Art. 86. Deixar de fornecer laudo médico ao paciente ou a seu representante legal quando aquele for encaminhado ou transferido para continuação do tratamento ou em caso de solicitação de alta.
Art. 87. Deixar de elaborar prontuário legível para cada paciente.
§ 1o O prontuário deve conter os dados clínicos necessários para a boa condução do caso, sendo preenchido, em cada avaliação, em ordem cronológica com data, hora, assinatura e número de registro do médico no Conselho Regional de Medicina.
§ 2o O prontuário estará sob a guarda do médico ou da instituição que assiste o paciente.
Art. 88. Negar, ao paciente, acesso a seu prontuário, deixar de lhe fornecer cópia quando solicitada, bem como deixar de lhe dar explicações necessárias à sua compreensão, salvo quando ocasionarem riscos ao próprio paciente ou a terceiros.
Art. 89. Liberar cópias do prontuário sob sua guarda, salvo quando autorizado, por escrito, pelo paciente, para atender ordem judicial ou para a sua própria defesa.
§ 1o Quando requisitado judicialmente o prontuário será disponibilizado ao perito médico nomeado pelo juiz.§ 2o Quando o prontuário for apresentado em sua própria defesa, o médico deverá solicitar que seja observado o sigilo profissional.
Art. 90. Deixar de fornecer cópia do prontuário médico de seu paciente quando de sua requisição pelos Conselhos Regionais de Medicina.
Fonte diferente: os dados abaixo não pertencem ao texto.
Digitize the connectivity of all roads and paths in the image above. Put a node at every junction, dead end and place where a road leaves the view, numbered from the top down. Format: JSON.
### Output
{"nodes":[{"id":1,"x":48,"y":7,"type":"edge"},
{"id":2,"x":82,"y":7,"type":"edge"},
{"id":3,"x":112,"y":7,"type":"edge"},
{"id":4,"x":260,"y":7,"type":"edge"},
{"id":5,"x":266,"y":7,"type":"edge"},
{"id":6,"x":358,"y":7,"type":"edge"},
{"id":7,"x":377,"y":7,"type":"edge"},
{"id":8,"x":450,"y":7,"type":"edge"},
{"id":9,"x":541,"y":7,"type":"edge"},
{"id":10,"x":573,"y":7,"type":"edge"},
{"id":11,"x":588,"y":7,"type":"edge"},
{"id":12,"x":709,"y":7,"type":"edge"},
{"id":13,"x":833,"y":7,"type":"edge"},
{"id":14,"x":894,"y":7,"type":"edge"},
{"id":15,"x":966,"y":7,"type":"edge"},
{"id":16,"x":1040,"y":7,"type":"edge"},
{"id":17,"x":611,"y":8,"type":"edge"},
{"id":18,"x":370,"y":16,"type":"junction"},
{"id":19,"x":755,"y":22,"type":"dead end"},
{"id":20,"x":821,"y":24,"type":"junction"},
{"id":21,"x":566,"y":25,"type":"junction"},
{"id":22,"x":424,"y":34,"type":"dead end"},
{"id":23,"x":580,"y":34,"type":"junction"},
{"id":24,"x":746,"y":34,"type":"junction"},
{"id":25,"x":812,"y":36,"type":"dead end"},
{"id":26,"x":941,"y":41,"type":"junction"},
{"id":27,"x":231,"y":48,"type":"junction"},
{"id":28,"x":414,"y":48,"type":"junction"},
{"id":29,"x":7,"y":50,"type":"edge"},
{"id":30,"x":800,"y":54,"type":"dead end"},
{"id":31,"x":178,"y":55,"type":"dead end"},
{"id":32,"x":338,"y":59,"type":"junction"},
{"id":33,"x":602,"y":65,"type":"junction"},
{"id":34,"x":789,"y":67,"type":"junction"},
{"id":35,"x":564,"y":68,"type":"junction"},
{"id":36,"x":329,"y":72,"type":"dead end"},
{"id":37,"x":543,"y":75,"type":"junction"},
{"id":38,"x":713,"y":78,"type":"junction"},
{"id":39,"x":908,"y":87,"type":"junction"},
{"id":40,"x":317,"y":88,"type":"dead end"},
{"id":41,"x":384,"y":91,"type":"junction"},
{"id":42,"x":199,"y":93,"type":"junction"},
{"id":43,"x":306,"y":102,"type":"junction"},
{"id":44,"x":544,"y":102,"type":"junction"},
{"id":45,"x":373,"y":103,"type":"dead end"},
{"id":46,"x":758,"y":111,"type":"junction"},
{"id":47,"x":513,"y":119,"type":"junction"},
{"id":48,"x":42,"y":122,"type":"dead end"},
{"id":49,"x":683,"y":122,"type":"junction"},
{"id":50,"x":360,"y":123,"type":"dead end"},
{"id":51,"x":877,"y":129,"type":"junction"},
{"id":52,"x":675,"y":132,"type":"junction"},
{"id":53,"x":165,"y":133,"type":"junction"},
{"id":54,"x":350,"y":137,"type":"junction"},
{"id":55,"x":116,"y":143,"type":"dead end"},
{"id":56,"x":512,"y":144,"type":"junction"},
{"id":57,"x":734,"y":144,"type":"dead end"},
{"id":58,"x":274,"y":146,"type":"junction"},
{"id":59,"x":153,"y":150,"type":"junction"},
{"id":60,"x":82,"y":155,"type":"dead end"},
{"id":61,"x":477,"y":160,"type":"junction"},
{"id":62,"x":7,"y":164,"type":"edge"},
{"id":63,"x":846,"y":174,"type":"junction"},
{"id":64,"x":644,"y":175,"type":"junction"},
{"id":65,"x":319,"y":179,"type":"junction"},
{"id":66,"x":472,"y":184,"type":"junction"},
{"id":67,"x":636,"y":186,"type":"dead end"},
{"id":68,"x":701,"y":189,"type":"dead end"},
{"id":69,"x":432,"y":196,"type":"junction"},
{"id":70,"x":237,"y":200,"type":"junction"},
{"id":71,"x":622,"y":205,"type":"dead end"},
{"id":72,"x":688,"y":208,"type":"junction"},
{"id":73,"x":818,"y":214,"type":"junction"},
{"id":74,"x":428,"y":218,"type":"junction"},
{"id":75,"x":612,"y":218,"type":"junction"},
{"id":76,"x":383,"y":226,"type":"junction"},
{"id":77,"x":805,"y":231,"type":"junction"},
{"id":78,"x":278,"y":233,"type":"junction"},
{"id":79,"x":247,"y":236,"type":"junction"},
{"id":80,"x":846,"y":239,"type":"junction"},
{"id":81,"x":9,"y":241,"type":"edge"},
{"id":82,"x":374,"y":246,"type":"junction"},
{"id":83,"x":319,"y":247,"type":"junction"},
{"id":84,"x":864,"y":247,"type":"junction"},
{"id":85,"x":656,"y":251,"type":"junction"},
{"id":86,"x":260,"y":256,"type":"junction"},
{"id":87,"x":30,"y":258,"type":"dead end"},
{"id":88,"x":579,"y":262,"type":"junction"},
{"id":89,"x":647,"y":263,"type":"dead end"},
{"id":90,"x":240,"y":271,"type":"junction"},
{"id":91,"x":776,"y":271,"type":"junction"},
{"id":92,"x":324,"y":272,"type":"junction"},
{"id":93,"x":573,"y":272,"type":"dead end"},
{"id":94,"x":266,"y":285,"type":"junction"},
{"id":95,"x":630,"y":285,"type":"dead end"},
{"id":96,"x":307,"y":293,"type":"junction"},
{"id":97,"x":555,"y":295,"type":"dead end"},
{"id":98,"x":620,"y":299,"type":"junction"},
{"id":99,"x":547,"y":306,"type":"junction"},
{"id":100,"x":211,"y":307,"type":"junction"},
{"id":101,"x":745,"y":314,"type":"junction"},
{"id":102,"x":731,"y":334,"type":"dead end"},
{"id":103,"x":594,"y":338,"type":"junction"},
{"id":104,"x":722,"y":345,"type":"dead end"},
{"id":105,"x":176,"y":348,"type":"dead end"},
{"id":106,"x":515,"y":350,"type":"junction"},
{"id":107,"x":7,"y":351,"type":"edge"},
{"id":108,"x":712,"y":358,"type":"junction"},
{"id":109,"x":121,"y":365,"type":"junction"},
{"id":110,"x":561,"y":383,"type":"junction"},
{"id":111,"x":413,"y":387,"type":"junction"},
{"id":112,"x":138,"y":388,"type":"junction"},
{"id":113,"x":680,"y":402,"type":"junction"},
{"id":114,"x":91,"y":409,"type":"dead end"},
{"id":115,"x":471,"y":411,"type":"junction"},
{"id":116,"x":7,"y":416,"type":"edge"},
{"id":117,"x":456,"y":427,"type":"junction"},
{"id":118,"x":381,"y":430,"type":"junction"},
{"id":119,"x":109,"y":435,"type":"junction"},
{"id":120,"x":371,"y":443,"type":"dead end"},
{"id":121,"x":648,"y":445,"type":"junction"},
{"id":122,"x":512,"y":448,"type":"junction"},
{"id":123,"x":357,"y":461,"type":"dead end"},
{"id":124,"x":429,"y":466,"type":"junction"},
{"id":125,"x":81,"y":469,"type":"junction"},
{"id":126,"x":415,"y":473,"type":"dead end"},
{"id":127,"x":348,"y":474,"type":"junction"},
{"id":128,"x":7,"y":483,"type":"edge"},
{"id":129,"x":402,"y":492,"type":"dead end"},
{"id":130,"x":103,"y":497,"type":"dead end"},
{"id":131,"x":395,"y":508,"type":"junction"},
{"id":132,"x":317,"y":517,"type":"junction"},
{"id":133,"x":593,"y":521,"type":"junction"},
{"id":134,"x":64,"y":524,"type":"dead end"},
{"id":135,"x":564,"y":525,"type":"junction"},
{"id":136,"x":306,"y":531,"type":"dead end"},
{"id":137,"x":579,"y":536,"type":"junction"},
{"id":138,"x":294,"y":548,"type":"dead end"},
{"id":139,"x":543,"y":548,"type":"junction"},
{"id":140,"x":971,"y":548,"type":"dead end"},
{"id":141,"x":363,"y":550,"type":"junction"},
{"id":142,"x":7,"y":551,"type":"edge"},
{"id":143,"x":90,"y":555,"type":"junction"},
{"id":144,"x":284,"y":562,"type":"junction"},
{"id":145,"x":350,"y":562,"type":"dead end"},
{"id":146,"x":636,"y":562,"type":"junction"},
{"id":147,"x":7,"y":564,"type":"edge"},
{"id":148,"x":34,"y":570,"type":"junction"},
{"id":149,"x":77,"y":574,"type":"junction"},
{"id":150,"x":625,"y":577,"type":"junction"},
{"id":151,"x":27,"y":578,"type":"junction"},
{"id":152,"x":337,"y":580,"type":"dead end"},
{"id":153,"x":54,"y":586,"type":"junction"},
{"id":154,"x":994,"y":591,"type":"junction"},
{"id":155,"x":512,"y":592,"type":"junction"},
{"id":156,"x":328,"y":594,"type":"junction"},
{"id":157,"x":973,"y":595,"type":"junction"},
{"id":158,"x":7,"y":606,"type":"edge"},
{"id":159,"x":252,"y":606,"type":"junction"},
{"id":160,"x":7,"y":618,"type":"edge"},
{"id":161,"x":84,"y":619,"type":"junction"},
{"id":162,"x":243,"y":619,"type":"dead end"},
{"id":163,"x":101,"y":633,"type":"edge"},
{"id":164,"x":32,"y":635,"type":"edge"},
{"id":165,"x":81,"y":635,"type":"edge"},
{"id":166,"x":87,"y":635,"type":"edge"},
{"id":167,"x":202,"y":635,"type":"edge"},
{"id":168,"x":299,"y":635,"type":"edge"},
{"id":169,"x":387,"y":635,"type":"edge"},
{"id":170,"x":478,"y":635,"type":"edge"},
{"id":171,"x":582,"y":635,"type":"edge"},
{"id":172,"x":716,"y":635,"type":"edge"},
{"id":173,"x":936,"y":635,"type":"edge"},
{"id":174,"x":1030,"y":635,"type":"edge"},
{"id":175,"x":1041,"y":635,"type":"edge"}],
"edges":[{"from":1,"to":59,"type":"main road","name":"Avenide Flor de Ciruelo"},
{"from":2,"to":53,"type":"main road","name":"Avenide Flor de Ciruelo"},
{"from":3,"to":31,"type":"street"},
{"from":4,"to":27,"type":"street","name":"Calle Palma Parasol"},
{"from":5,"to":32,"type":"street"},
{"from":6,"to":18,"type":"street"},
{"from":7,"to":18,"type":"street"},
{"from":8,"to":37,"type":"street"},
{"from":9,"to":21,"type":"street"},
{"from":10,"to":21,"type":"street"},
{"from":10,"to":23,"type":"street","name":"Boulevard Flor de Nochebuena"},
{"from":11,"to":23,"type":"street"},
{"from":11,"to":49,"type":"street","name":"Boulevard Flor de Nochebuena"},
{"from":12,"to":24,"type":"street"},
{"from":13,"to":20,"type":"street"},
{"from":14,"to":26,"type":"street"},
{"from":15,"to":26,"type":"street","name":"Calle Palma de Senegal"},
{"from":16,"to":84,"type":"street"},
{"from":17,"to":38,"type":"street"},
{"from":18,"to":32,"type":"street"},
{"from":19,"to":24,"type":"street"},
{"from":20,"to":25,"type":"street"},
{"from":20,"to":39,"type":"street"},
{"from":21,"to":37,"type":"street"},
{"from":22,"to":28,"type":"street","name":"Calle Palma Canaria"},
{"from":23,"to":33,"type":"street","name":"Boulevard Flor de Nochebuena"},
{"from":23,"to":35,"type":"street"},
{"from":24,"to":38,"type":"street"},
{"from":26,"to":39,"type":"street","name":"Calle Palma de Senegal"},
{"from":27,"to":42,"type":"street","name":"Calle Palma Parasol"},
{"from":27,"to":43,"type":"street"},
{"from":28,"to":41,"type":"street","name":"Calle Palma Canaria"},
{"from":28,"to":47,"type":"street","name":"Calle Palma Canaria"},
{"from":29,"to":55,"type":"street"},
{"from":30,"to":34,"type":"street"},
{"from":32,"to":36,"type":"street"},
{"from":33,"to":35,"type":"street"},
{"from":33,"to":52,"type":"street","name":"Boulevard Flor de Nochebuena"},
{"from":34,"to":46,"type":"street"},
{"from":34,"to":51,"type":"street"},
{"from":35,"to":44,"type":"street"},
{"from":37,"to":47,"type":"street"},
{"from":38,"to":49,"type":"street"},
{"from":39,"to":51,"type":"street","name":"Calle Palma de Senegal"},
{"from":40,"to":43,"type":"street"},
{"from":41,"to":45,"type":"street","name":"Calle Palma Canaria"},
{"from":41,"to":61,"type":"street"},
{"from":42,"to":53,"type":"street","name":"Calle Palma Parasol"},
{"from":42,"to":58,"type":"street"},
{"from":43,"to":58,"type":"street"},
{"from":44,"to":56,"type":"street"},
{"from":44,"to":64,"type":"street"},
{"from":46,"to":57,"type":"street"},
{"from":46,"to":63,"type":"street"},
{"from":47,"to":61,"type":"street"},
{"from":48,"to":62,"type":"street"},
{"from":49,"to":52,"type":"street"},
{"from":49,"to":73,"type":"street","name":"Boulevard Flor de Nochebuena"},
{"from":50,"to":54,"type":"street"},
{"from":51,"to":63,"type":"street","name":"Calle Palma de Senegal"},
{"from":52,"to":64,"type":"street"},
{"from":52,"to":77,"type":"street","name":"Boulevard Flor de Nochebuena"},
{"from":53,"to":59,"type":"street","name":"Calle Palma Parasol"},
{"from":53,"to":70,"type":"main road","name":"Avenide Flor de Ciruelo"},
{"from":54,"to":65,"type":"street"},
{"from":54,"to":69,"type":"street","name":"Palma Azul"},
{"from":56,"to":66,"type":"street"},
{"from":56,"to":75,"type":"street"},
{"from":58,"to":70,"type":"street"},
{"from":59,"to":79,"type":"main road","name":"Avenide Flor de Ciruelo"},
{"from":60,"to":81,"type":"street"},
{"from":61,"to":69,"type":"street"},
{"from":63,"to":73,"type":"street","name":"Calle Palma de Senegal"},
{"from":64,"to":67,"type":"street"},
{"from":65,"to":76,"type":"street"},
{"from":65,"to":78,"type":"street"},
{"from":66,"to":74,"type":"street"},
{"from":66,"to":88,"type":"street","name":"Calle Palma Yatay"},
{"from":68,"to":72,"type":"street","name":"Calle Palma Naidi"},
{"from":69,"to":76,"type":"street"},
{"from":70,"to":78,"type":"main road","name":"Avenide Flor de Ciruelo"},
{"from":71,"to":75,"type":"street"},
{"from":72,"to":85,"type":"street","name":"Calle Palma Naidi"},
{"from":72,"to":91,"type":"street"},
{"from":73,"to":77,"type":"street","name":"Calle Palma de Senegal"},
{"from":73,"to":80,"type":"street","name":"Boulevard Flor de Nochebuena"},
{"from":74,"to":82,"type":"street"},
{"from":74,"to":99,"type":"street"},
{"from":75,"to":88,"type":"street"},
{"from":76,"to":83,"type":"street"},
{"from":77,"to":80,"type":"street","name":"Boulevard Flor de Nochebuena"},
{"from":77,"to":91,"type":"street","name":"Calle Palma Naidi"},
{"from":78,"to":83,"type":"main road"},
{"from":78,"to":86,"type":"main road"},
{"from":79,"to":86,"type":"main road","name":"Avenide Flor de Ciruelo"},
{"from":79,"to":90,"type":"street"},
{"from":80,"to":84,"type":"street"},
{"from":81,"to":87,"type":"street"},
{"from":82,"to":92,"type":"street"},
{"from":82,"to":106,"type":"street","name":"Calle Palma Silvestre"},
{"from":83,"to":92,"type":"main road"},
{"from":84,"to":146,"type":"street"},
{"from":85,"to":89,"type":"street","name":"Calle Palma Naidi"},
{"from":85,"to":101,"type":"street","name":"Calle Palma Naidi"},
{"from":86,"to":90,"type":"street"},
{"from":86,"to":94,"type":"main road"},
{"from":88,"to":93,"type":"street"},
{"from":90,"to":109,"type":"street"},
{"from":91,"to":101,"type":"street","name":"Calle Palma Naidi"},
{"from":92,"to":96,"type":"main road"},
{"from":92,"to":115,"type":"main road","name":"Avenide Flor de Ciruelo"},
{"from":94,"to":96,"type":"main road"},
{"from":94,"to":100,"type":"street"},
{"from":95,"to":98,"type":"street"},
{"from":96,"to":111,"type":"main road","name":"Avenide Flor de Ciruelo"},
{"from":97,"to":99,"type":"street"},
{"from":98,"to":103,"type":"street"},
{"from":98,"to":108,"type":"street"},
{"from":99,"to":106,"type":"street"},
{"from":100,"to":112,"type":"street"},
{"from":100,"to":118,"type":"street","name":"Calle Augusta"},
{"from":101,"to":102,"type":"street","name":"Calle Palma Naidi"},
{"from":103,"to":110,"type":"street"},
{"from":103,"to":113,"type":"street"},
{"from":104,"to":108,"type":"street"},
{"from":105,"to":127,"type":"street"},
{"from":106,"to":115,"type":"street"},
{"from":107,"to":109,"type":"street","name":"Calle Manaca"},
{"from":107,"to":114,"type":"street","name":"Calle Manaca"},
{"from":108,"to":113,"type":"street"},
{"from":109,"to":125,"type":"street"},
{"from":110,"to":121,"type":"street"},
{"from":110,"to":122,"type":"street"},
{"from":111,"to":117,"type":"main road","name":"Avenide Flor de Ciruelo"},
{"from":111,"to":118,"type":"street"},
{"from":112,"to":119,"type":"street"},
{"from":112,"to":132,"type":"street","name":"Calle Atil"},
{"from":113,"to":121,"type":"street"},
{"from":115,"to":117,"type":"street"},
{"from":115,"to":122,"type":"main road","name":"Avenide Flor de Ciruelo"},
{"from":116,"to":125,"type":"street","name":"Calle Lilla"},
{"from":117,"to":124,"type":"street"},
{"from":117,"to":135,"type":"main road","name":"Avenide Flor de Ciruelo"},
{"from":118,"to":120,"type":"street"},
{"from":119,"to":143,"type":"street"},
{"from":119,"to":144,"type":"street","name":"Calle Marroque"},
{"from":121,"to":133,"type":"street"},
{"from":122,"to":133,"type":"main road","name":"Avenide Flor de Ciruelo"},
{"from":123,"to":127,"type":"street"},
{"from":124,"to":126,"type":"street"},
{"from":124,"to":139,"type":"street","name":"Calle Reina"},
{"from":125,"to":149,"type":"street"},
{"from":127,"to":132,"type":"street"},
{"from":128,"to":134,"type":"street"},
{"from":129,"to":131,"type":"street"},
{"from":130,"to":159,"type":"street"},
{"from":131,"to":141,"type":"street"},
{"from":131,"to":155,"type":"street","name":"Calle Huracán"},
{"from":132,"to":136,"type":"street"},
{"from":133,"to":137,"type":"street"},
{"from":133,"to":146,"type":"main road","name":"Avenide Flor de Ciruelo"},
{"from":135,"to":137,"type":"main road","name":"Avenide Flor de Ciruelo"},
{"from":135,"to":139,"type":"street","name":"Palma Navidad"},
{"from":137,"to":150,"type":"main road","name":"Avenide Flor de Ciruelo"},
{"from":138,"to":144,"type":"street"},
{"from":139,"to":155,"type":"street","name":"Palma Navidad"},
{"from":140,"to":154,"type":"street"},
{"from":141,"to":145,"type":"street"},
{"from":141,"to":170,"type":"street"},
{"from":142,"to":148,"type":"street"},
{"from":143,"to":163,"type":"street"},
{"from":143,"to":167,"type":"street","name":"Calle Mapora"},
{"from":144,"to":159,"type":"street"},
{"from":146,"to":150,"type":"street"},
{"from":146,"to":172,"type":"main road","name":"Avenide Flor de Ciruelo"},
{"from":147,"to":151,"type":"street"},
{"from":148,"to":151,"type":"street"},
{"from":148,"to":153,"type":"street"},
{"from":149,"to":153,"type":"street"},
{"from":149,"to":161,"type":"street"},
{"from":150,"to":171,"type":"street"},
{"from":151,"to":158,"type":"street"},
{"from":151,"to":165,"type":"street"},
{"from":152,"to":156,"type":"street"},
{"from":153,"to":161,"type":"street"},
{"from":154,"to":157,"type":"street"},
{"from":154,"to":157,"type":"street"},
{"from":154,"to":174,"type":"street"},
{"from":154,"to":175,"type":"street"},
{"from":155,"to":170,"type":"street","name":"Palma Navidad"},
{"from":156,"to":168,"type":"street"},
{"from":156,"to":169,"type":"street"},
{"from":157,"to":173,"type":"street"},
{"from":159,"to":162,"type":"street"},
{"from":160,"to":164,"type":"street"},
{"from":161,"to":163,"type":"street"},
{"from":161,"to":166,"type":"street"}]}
Art. 91. Deixar de atestar atos executados no exercício profissional, quando solicitado pelo paciente ou por seu representante legal.
Também a resolução 1.605/2000 do CFM estabelece a obrigatoriedade de liberação do prontuário médico ao paciente.
No seu art. 6º consta o seguinte:
Art. 6º - O médico deverá fornecer cópia da ficha ou do prontuário médico desde que solicitado pelo paciente ou requisitado pelos Conselhos Federal ou Regional de Medicina.
De igual modo importante é a manutenção dos prontuários à disposição dos pacientes e arquivados devidamente por longo período, qual seja, no mínimo por 20 (vinte) anos em suporte de papel, desde que não digitalizados:
Art. 8º Estabelecer o prazo mínimo de 20 (vinte) anos, a partir do último registro, para a preservação dos prontuários dos pacientes em suporte de papel, que não foram arquivados eletronicamente em meio óptico, microfilmado ou digitalizado.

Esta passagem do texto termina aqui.